Alberto (Rodrigo de la Serna, back) and his best friend Che (Gael Garcia Bernal) take to the open road on a dilapidated old motorcycle for a journey that takes them from Argentina to Peru in 1952.
"The Motorcycle Diaries" tells the story of an 8,000 mile trip by motorcycle, raft, truck and foot, from Argentina to Peru, undertaken in 1952 by Ernesto Guevara de la Serna and his friend Alberto Granado.

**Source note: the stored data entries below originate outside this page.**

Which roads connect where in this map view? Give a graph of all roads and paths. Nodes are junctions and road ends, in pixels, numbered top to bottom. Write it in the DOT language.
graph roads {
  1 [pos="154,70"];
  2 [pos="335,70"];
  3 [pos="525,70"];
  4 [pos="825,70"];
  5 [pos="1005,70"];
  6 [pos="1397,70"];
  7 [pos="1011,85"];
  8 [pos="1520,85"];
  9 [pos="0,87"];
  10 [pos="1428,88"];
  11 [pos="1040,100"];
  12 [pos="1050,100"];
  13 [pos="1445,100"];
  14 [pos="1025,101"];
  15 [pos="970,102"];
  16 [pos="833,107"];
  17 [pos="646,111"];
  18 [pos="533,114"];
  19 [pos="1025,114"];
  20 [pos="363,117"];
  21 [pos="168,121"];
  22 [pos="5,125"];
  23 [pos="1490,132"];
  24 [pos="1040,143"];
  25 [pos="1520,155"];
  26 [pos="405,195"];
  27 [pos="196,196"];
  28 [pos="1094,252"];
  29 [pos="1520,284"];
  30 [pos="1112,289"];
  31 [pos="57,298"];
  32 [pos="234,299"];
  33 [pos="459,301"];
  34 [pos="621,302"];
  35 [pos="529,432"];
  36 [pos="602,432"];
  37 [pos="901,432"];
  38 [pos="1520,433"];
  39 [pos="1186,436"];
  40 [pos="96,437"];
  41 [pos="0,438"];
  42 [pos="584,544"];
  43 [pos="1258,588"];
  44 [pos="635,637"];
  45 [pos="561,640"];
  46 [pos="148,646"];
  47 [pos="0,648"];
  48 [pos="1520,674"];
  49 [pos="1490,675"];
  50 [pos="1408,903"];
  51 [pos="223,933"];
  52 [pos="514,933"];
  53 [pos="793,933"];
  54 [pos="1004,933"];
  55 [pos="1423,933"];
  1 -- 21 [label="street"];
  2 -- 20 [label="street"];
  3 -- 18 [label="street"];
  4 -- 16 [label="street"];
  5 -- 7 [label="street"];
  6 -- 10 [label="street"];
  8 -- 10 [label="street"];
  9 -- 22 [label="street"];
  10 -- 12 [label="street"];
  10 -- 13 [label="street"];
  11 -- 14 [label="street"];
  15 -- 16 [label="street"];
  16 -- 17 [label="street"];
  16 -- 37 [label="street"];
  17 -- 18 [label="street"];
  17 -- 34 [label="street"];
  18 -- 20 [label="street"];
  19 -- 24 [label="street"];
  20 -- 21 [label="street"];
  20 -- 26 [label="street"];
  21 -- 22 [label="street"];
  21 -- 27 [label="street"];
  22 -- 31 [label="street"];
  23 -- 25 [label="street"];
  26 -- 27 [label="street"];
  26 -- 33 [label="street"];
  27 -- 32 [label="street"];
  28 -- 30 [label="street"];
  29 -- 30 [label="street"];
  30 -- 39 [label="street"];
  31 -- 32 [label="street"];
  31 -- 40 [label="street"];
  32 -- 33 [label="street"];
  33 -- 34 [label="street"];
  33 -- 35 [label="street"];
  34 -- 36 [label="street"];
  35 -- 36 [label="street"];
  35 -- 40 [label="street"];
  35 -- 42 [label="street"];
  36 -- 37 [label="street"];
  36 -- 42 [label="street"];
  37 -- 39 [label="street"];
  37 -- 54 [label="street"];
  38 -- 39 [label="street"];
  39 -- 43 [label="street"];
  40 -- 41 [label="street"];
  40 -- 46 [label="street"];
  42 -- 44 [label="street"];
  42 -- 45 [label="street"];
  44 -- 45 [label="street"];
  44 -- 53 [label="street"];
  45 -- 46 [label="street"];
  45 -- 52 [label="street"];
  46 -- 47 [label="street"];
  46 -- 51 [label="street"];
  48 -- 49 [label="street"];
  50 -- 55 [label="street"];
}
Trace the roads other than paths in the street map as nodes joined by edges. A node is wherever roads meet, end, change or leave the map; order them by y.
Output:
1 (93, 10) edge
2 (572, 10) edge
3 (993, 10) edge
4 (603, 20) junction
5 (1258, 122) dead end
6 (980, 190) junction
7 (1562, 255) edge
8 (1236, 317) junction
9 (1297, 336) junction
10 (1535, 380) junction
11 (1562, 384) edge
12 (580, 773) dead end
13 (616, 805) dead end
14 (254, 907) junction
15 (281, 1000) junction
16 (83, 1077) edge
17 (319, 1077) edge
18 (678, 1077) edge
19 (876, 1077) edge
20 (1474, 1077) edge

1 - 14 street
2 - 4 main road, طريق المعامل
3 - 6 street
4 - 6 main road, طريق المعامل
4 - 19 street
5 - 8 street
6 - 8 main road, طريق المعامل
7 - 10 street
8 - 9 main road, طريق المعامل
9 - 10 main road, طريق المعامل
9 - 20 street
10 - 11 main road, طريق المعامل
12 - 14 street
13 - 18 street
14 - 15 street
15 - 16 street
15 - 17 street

By the end of the journey, Ernesto has undergone a conversion. "I think of things in different ways," he tells his friend. "Something has changed in me." The final titles say he would go on to join Castro in the Cuban Revolution, and then fight for his cause in the Congo and Bolivia, where he died. His legend lives on, celebrated largely, I am afraid, by people on the left who have sentimentalized him without looking too closely at his beliefs and methods. He is an awfully nice man in the movie, especially as played by the sweet and engaging Gael Garcia Bernal. Pity how he turned out.
The real star of the film is South America itself, revealed in the cinematographer Eric Gautier's misty green images as a land of jarring and enigmatic beauty. It also unabashedly revives the venerable, romantic notion that travel can enlarge the soul, and even change the world.